Wondering if you could only have either a miter lock bit or a drawer lock bit, which would it be and why.

Have almost convinced myself I want a miter lock bit but then I remembered the drawer lock bit. Mostly want one for making drawers.


----------



## a1Jim (Aug 9, 2008)

Just has to do with what your going to make. You don't have to have either one if you have a table saw.


----------



## WoodNSawdust (Mar 7, 2015)

> Mostly want one for making drawers.
> 
> - patcollins


For drawers I use a tongue and groove bit set. I put the tongue on the inside face of the front and back and the groove on the inside face of the sides.

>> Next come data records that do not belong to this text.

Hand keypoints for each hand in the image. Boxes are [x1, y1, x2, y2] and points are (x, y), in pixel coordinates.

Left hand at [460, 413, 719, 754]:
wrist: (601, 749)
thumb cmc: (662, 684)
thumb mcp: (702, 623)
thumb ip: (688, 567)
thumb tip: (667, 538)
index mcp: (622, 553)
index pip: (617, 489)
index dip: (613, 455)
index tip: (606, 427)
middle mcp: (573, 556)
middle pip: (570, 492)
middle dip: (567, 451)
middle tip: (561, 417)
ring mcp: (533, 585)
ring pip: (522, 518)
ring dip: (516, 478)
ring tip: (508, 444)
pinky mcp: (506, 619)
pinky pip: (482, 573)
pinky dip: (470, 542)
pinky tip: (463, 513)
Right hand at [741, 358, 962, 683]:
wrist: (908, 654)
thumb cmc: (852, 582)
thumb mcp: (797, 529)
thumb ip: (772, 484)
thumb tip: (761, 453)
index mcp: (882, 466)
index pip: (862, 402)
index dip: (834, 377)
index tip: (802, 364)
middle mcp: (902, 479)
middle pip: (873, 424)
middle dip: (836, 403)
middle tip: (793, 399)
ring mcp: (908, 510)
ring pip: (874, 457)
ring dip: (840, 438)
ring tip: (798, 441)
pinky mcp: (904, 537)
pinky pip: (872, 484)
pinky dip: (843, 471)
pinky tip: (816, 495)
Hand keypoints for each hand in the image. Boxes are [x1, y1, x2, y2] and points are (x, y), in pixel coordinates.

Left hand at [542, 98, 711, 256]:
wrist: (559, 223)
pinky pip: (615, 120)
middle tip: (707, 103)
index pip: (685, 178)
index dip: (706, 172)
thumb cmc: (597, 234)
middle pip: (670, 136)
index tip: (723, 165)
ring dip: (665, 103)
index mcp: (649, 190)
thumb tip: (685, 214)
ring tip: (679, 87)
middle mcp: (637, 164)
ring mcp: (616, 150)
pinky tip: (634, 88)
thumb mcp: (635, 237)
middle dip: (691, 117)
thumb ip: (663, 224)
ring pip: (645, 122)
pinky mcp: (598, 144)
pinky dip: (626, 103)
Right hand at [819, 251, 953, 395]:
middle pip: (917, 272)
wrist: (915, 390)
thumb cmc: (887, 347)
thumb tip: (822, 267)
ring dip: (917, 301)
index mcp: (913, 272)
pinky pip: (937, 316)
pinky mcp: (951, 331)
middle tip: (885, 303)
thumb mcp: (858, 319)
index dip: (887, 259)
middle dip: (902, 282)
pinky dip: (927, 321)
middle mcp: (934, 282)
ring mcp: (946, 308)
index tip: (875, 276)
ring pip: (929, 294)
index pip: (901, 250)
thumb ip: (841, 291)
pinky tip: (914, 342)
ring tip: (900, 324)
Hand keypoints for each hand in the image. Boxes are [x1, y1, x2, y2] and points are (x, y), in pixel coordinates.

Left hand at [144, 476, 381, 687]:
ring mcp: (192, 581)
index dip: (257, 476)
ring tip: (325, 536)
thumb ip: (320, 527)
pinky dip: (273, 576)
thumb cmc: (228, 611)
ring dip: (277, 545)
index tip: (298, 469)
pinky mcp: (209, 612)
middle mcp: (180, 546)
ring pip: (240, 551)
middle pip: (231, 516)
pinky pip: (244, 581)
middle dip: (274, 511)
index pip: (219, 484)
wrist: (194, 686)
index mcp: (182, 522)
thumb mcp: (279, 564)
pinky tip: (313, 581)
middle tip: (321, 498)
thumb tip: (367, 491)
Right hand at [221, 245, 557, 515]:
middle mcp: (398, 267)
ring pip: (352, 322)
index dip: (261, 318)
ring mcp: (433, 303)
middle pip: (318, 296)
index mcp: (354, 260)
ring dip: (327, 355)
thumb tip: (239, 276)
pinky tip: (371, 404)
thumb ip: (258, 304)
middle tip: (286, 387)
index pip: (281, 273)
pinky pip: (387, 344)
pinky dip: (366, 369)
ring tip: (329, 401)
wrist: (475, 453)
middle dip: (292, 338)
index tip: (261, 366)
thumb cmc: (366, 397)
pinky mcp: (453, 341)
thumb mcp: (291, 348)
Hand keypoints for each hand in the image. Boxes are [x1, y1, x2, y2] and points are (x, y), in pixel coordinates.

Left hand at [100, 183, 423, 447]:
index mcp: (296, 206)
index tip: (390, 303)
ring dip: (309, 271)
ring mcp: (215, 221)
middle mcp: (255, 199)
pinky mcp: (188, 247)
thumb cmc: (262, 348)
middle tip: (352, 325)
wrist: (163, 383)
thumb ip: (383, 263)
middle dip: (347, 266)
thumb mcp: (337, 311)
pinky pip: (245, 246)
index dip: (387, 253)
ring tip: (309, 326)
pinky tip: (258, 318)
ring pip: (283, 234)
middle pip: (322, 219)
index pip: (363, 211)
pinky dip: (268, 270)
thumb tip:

With my set of matched bits once I dial in the bit settings I can change to the other bit without changing the router's depth setting.


----------



## patcollins (Jul 22, 2010)

> Just has to do with what your going to make. You don t have to have either one if you have a table saw.
> 
> - a1Jim


I suppose I could use rabbits for the drawers.


----------



## nkawtg (Dec 22, 2014)

I've used a drawer lock bit. It's a pain to set up, but once done the joints are nice.


----------



## rwe2156 (May 7, 2014)

> I ve used a drawer lock bit. It s a pain to set up, but once done the joints are nice.


Dittos on that!

Like the lock-rabbet joints.


----------